Aim of the exercise:
Report every line of the records below that contains the word "Ariha".

-- Supplied records follows --

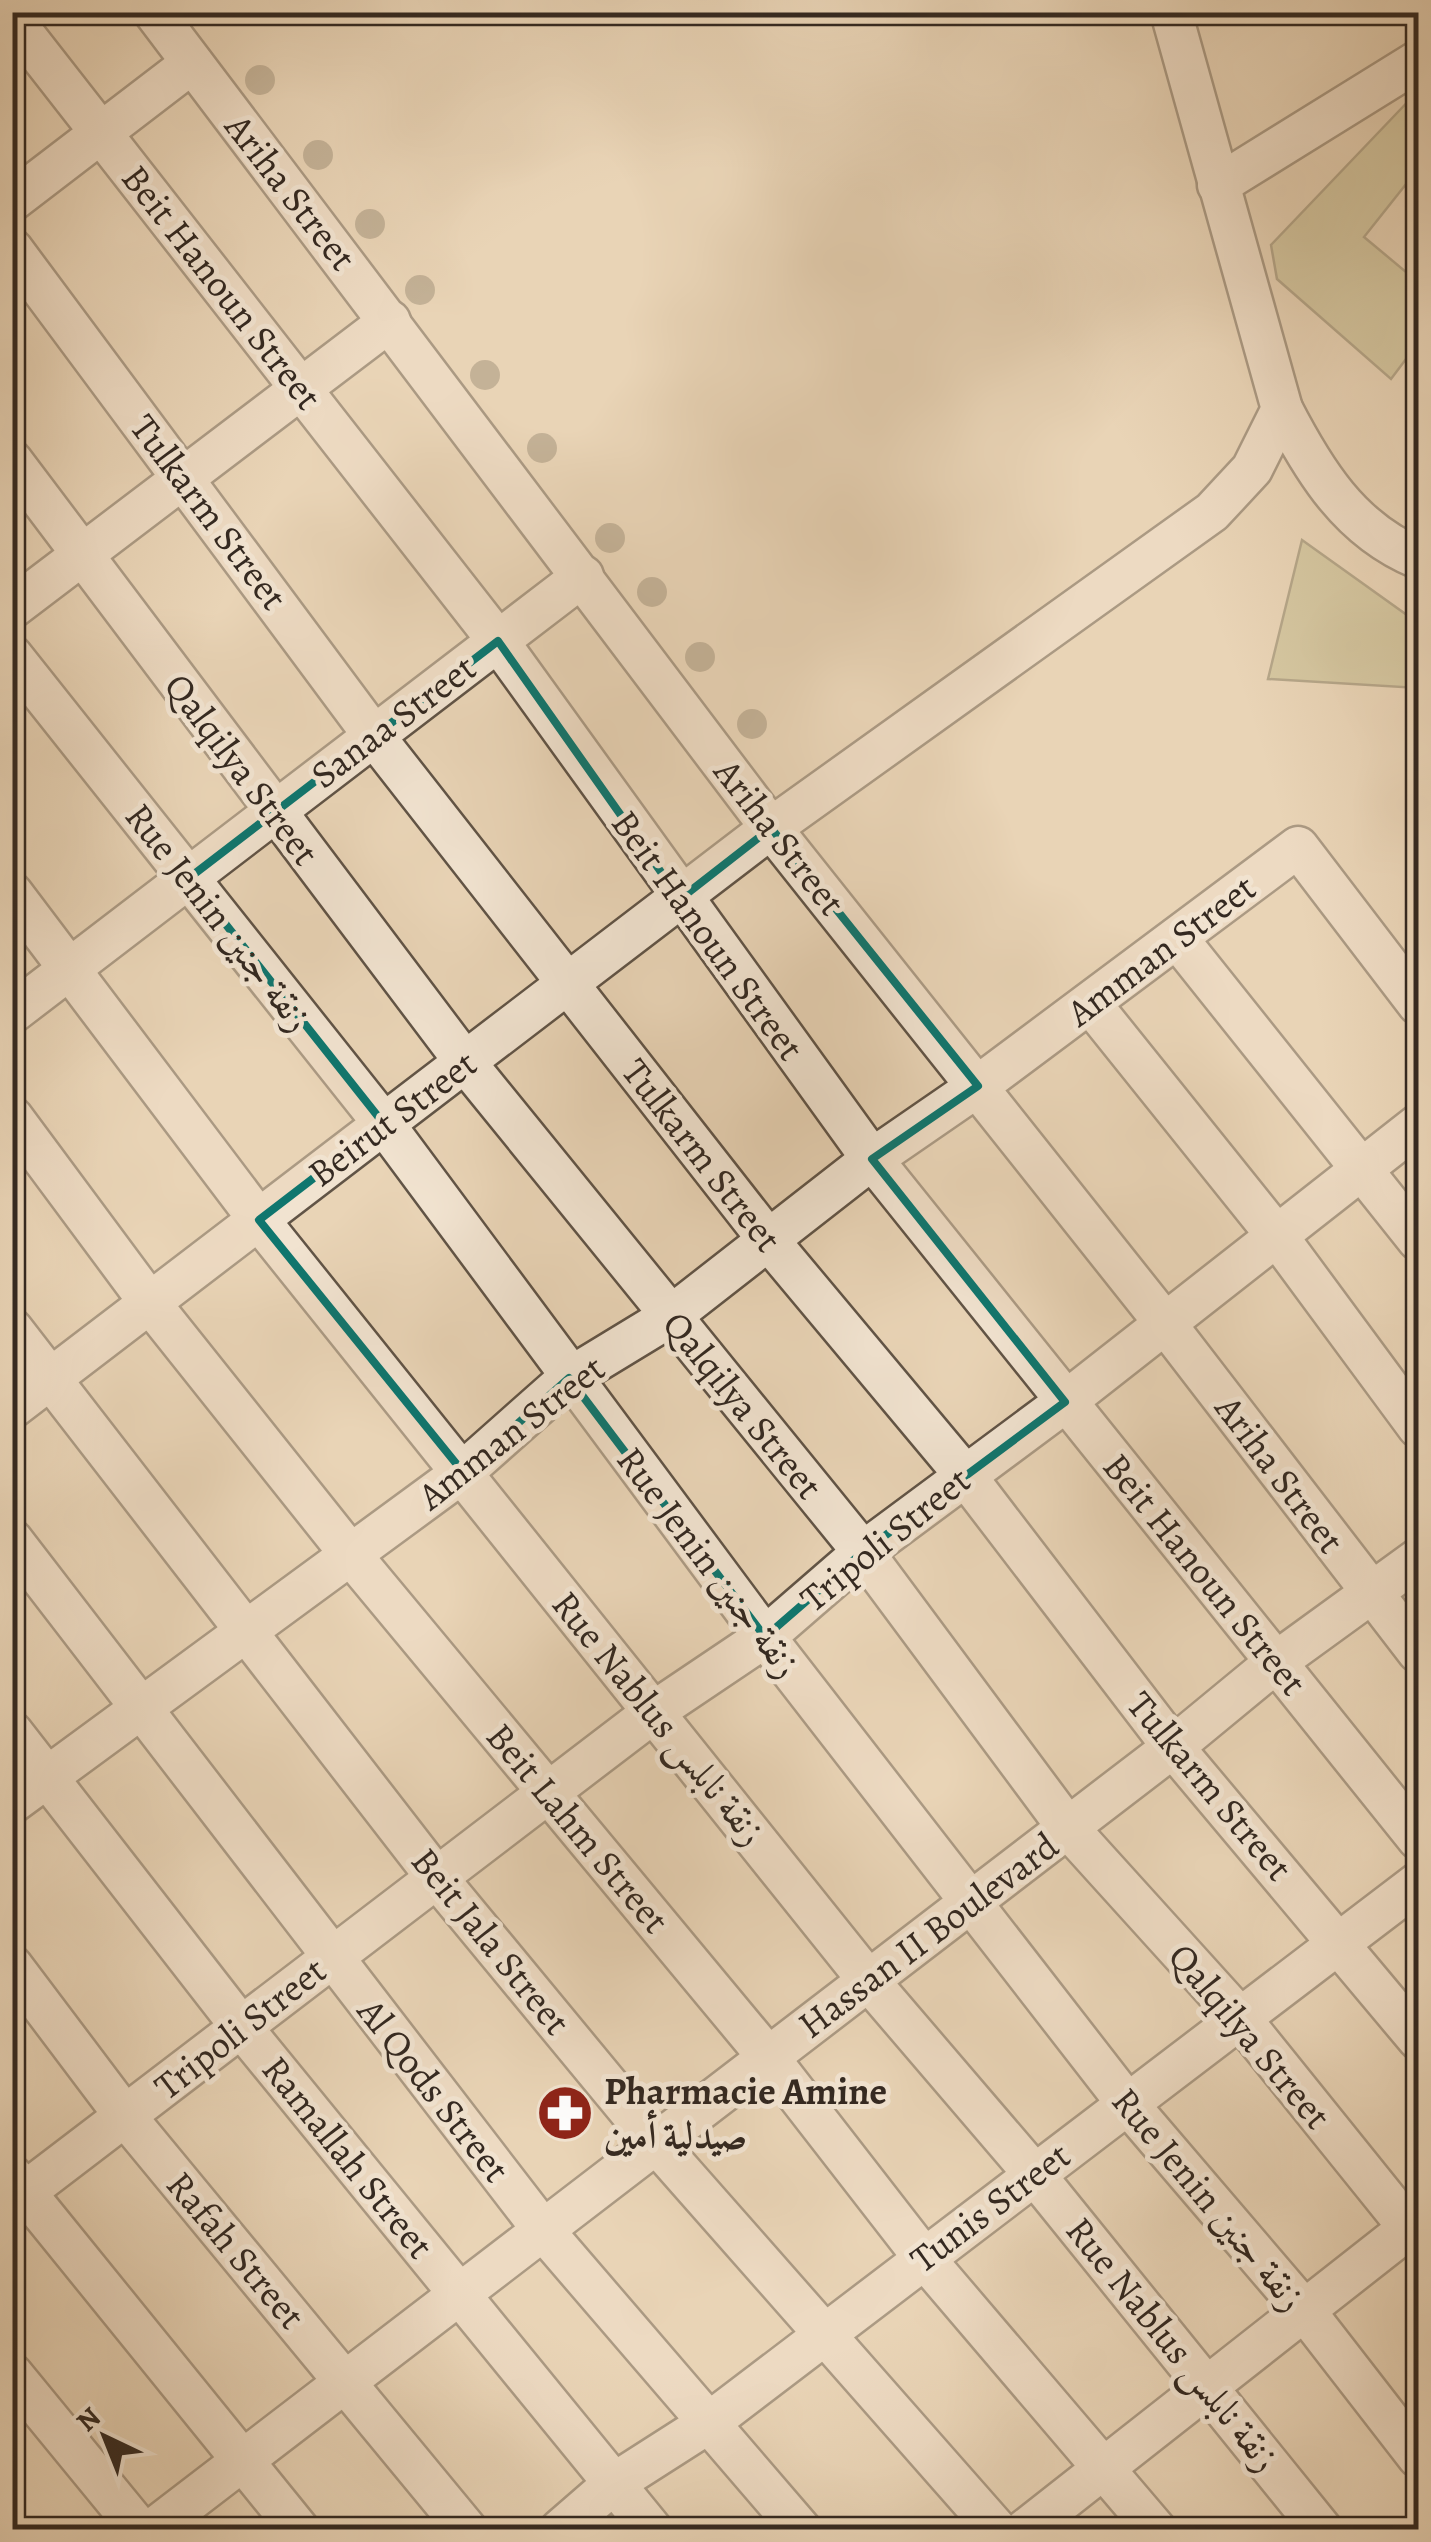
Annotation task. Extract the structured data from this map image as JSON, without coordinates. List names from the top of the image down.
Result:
{
  "streets": {
    "street": [
      "Ariha Street",
      "Beit Hanoun Street",
      "Tulkarm Street",
      "Sanaa Street",
      "Qalqilya Street",
      "Rue Jenin زنقة جنين",
      "Amman Street",
      "Beirut Street",
      "Tripoli Street",
      "Rue Nablus زنقة نابلس",
      "Beit Lahm Street",
      "Hassan II Boulevard",
      "Beit Jala Street",
      "Al Qods Street",
      "Ramallah Street",
      "Tunis Street",
      "Rafah Street"
    ]
  },
  "crossings": [
    ["Ariha Street", "Sanaa Street"],
    ["Ariha Street", "Amman Street"],
    ["Ariha Street", "Beirut Street"],
    ["Ariha Street", "Tripoli Street"],
    ["Ariha Street", "Hassan II Boulevard"],
    ["Beit Hanoun Street", "Sanaa Street"],
    ["Beit Hanoun Street", "Amman Street"],
    ["Beit Hanoun Street", "Beirut Street"],
    ["Beit Hanoun Street", "Tripoli Street"],
    ["Beit Hanoun Street", "Hassan II Boulevard"],
    ["Tulkarm Street", "Sanaa Street"],
    ["Tulkarm Street", "Amman Street"],
    ["Tulkarm Street", "Beirut Street"],
    ["Tulkarm Street", "Tripoli Street"],
    ["Tulkarm Street", "Hassan II Boulevard"],
    ["Tulkarm Street", "Tunis Street"],
    ["Sanaa Street", "Qalqilya Street"],
    ["Sanaa Street", "Rue Jenin زنقة جنين"],
    ["Sanaa Street", "Rue Nablus زنقة نابلس"],
    ["Qalqilya Street", "Amman Street"],
    ["Qalqilya Street", "Beirut Street"],
    ["Qalqilya Street", "Tripoli Street"],
    ["Qalqilya Street", "Hassan II Boulevard"],
    ["Qalqilya Street", "Tunis Street"],
    ["Rue Jenin زنقة جنين", "Amman Street"],
    ["Rue Jenin زنقة جنين", "Beirut Street"],
    ["Rue Jenin زنقة جنين", "Tripoli Street"],
    ["Rue Jenin زنقة جنين", "Hassan II Boulevard"],
    ["Rue Jenin زنقة جنين", "Tunis Street"],
    ["Amman Street", "Rue Nablus زنقة نابلس"],
    ["Amman Street", "Beit Lahm Street"],
    ["Amman Street", "Beit Jala Street"],
    ["Amman Street", "Al Qods Street"],
    ["Amman Street", "Ramallah Street"],
    ["Beirut Street", "Rue Nablus زنقة نابلس"],
    ["Beirut Street", "Beit Lahm Street"],
    ["Beirut Street", "Beit Jala Street"],
    ["Tripoli Street", "Rue Nablus زنقة نابلس"],
    ["Tripoli Street", "Beit Lahm Street"],
    ["Tripoli Street", "Beit Jala Street"],
    ["Tripoli Street", "Al Qods Street"],
    ["Tripoli Street", "Ramallah Street"],
    ["Tripoli Street", "Rafah Street"],
    ["Rue Nablus زنقة نابلس", "Hassan II Boulevard"],
    ["Rue Nablus زنقة نابلس", "Tunis Street"],
    ["Beit Lahm Street", "Hassan II Boulevard"],
    ["Beit Lahm Street", "Tunis Street"],
    ["Hassan II Boulevard", "Beit Jala Street"],
    ["Hassan II Boulevard", "Al Qods Street"],
    ["Hassan II Boulevard", "Ramallah Street"],
    ["Hassan II Boulevard", "Rafah Street"],
    ["Beit Jala Street", "Tunis Street"],
    ["Al Qods Street", "Tunis Street"],
    ["Ramallah Street", "Tunis Street"]
  ],
  "places": {
    "pharmacy": ["Pharmacie Amine صيدلية أمين"]
  },
  "north": "top left"
}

-- Supplied records concluded --

Worked solution:
      "Ariha Street",
    ["Ariha Street", "Sanaa Street"],
    ["Ariha Street", "Amman Street"],
    ["Ariha Street", "Beirut Street"],
    ["Ariha Street", "Tripoli Street"],
    ["Ariha Street", "Hassan II Boulevard"],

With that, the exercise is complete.